- _About this task_
Apart from the pictures, every entry below should be repeated exactly.

- _Data for analysis_
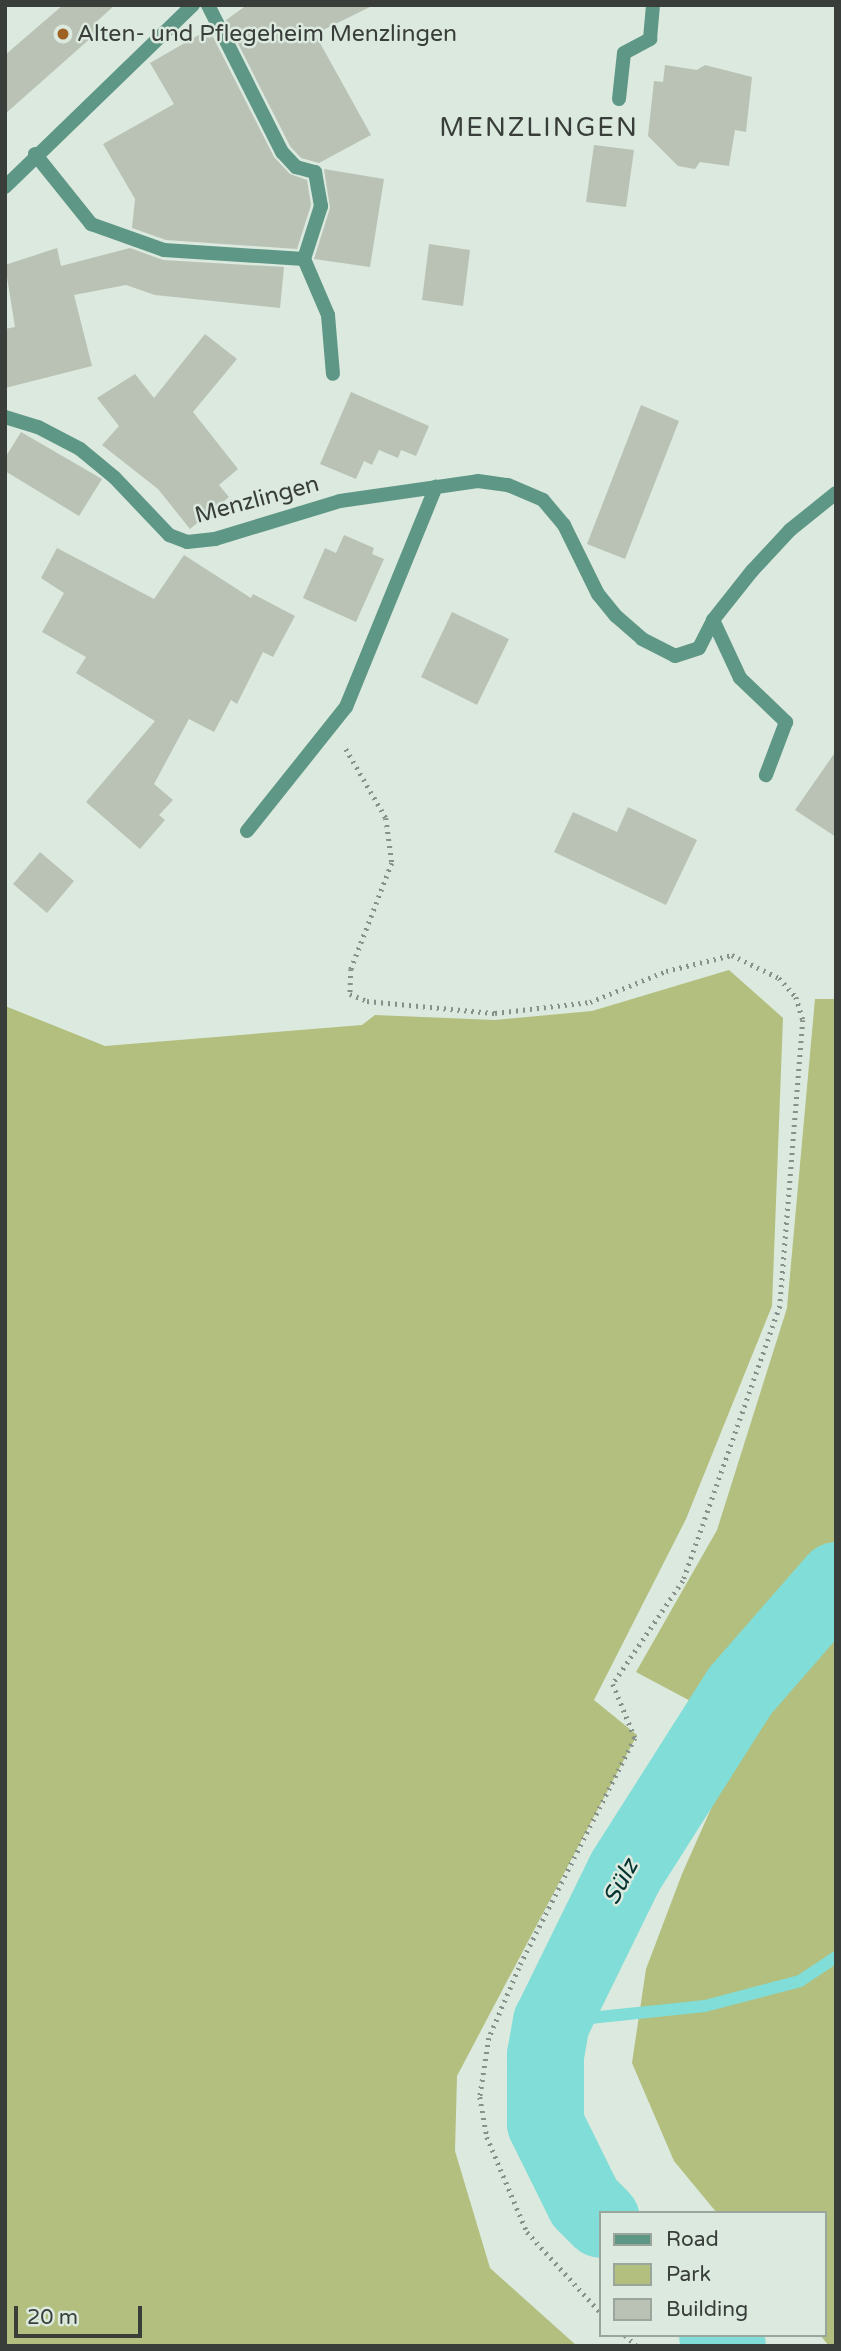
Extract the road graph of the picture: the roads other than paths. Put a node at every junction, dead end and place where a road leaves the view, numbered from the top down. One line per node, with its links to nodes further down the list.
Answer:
1 (193, 5): 5 (street)
2 (208, 5): 7 (street)
3 (653, 5): 4 (street)
4 (619, 99)
5 (35, 154): 6 (street); 7 (street)
6 (5, 187)
7 (304, 259): 8 (street)
8 (333, 374)
9 (5, 417): 10 (street, Menzlingen)
10 (436, 487): 12 (street, Menzlingen); 14 (street)
11 (836, 493): 12 (street, Menzlingen)
12 (713, 620): 13 (street)
13 (766, 775)
14 (247, 831)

- _Result of the exercise_
Extract the road graph of the picture: the roads other than paths. Put a node at every junction, dead end and place where a road leaves the view, numbered from the top down. One line per node, with its links to nodes further down the list.
Answer:
1 (193, 5): 5 (street)
2 (208, 5): 7 (street)
3 (653, 5): 4 (street)
4 (619, 99)
5 (35, 154): 6 (street); 7 (street)
6 (5, 187)
7 (304, 259): 8 (street)
8 (333, 374)
9 (5, 417): 10 (street, Menzlingen)
10 (436, 487): 12 (street, Menzlingen); 14 (street)
11 (836, 493): 12 (street, Menzlingen)
12 (713, 620): 13 (street)
13 (766, 775)
14 (247, 831)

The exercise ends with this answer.